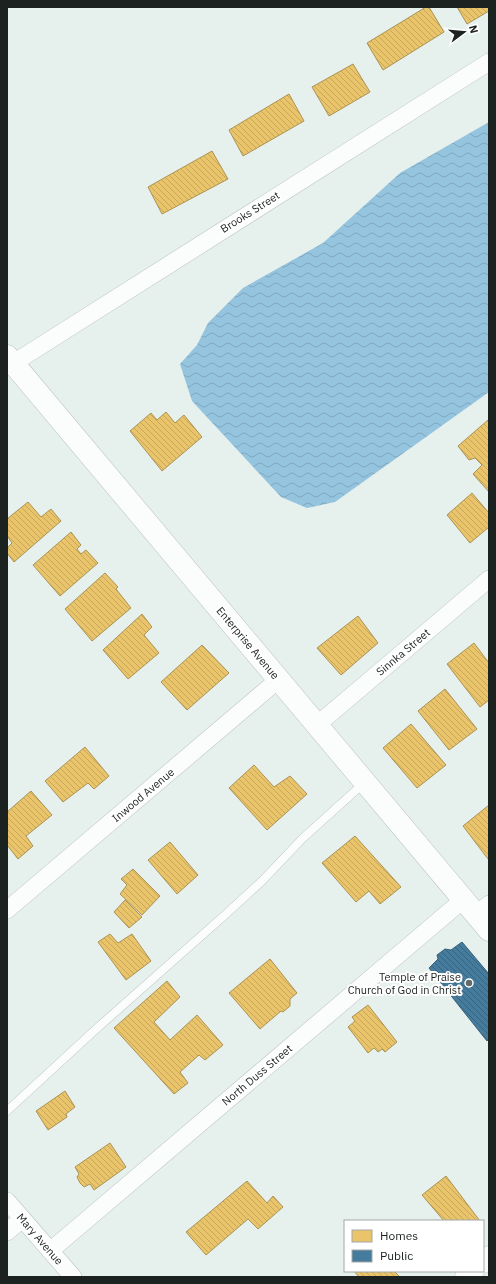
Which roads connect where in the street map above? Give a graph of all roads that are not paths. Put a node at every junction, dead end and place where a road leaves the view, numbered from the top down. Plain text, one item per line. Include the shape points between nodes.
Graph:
1 (489, 62) edge
2 (10, 360) edge
3 (489, 579) edge
4 (278, 680) junction
5 (318, 725) junction
6 (365, 782) junction
7 (7, 910) edge
8 (480, 912) edge
9 (7, 1111) edge
10 (7, 1201) edge
11 (22, 1219) junction
12 (7, 1232) edge
13 (50, 1251) junction
14 (73, 1277) edge

1 - 2 street, Brooks Street
2 - 4 street, Enterprise Avenue
3 - 5 street, Sinnka Street
4 - 5 street, Enterprise Avenue
4 - 7 street, Inwood Avenue
5 - 6 street, Enterprise Avenue
6 - 8 street, Enterprise Avenue
6 - 9 lane via 303,838 231,910
8 - 13 street, North Duss Street
10 - 11 street, Mary Avenue
11 - 12 street
11 - 13 street, Mary Avenue
13 - 14 street, Mary Avenue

______________________________

Instructions to follow — Omit the pictures and output all of the other material exactly.

Written response —
Which roads connect where in the street map above? Give a graph of all roads that are not paths. Put a node at every junction, dead end and place where a road leaves the view, numbered from the top down. Plain text, one item per line. Include the shape points between nodes.
Graph:
1 (489, 62) edge
2 (10, 360) edge
3 (489, 579) edge
4 (278, 680) junction
5 (318, 725) junction
6 (365, 782) junction
7 (7, 910) edge
8 (480, 912) edge
9 (7, 1111) edge
10 (7, 1201) edge
11 (22, 1219) junction
12 (7, 1232) edge
13 (50, 1251) junction
14 (73, 1277) edge

1 - 2 street, Brooks Street
2 - 4 street, Enterprise Avenue
3 - 5 street, Sinnka Street
4 - 5 street, Enterprise Avenue
4 - 7 street, Inwood Avenue
5 - 6 street, Enterprise Avenue
6 - 8 street, Enterprise Avenue
6 - 9 lane via 303,838 231,910
8 - 13 street, North Duss Street
10 - 11 street, Mary Avenue
11 - 12 street
11 - 13 street, Mary Avenue
13 - 14 street, Mary Avenue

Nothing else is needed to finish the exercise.